§ What you need to do
For the records below, report how many lines include the string "Parusnyi", leaving out everything except the number.

§ The data
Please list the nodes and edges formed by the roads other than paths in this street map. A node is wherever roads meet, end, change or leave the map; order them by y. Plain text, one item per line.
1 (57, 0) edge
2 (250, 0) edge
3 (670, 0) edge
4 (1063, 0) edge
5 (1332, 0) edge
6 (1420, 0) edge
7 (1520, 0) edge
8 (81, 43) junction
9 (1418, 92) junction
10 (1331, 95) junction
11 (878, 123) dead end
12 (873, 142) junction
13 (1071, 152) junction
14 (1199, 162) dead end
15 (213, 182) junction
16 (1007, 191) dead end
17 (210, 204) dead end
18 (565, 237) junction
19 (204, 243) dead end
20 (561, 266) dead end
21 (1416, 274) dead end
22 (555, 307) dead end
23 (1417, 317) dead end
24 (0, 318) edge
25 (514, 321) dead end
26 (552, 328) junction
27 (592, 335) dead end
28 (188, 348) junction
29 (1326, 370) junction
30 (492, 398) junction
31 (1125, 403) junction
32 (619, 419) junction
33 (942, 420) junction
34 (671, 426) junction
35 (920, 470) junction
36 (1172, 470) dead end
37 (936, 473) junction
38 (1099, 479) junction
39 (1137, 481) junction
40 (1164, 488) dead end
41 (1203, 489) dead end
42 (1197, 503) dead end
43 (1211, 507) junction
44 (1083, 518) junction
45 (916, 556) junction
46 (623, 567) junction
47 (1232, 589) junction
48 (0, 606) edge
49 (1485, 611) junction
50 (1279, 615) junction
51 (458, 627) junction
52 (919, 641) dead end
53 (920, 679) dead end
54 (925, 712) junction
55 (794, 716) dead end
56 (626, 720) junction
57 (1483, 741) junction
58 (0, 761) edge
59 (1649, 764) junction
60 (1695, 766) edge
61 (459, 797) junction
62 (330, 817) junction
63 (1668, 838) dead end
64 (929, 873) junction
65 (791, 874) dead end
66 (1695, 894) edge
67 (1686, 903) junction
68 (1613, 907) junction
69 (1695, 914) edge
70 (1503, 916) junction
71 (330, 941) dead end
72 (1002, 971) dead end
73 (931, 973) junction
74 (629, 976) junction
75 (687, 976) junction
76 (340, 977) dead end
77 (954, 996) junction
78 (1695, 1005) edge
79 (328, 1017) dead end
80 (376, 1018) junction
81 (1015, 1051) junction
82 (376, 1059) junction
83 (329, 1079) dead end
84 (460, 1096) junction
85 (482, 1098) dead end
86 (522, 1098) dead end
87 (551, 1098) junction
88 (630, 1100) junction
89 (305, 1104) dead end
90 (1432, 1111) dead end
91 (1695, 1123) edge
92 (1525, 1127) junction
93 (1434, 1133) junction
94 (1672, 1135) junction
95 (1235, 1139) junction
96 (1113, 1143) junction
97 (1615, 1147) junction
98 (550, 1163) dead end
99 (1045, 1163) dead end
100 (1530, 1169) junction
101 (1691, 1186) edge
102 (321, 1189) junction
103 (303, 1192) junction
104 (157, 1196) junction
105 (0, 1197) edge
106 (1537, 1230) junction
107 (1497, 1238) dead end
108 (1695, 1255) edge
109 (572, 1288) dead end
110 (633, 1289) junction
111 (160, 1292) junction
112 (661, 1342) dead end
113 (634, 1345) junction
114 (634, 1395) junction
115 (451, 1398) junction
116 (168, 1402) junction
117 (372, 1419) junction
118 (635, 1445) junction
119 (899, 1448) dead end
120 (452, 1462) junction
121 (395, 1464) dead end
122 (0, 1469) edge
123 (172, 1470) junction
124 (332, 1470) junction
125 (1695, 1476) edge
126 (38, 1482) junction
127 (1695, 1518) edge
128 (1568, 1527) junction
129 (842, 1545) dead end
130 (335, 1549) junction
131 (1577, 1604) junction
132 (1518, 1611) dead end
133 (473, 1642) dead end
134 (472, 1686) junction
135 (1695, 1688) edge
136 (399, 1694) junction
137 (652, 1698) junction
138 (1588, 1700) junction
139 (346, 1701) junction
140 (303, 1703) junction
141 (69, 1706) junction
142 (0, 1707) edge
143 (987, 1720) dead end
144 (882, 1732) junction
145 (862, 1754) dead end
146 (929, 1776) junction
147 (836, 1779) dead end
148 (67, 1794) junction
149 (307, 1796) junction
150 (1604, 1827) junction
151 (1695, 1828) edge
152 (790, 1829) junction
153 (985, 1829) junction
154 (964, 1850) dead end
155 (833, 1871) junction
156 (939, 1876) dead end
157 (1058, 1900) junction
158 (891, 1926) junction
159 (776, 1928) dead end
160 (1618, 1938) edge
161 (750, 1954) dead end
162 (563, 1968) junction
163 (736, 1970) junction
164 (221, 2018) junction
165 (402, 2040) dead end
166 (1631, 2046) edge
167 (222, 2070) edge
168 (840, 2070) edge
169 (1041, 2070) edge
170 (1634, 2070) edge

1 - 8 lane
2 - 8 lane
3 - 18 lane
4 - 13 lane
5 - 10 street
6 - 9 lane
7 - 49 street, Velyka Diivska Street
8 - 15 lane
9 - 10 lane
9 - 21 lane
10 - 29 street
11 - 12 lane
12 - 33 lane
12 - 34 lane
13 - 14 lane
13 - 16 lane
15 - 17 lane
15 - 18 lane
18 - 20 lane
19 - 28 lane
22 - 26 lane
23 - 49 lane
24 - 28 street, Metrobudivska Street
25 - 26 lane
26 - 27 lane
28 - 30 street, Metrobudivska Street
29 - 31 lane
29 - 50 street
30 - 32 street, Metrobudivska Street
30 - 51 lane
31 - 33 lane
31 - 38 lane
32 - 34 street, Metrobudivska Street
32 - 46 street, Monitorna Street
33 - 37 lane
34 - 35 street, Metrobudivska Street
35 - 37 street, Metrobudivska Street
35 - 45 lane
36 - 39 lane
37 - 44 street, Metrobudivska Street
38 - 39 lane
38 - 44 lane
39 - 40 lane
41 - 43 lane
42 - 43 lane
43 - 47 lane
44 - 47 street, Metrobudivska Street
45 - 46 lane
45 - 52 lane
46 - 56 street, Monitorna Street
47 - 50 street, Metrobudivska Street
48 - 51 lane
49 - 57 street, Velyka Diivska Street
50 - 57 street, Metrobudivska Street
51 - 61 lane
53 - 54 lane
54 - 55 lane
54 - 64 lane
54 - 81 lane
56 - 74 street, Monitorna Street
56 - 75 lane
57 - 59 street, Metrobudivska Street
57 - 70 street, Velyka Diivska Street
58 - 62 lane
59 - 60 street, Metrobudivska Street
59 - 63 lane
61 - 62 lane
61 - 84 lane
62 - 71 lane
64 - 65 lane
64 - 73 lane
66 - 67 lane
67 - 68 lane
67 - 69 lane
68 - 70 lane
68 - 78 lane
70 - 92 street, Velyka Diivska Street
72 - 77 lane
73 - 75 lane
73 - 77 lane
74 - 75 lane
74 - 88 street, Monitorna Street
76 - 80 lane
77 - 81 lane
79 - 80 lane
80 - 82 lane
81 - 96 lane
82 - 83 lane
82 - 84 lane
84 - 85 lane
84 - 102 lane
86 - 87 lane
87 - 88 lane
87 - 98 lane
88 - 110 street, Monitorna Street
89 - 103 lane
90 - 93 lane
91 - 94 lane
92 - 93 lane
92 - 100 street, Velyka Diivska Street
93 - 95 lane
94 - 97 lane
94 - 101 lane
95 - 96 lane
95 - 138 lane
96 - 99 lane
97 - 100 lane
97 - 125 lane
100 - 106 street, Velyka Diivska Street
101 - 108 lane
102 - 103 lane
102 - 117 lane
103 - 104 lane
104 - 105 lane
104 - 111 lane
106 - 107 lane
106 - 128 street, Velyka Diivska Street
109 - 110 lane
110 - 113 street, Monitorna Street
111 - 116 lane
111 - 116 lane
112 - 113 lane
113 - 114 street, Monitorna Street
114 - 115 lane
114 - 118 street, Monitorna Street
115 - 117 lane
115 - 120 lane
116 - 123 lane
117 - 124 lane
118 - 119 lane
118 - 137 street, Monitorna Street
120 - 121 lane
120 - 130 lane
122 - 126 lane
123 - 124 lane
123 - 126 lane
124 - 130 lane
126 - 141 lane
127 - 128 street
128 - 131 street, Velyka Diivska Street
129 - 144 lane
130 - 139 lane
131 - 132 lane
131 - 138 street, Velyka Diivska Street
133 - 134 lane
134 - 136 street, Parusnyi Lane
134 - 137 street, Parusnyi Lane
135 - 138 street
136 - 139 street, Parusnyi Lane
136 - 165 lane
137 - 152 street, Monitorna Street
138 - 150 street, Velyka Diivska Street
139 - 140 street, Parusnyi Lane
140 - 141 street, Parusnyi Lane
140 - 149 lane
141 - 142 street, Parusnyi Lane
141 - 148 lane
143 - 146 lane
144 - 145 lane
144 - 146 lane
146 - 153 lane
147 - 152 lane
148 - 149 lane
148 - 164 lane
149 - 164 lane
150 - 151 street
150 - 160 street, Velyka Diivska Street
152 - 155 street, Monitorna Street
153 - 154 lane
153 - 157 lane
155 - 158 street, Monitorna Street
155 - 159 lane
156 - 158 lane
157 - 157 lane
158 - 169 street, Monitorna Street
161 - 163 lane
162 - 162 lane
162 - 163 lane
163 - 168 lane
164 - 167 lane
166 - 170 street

§ Reply
6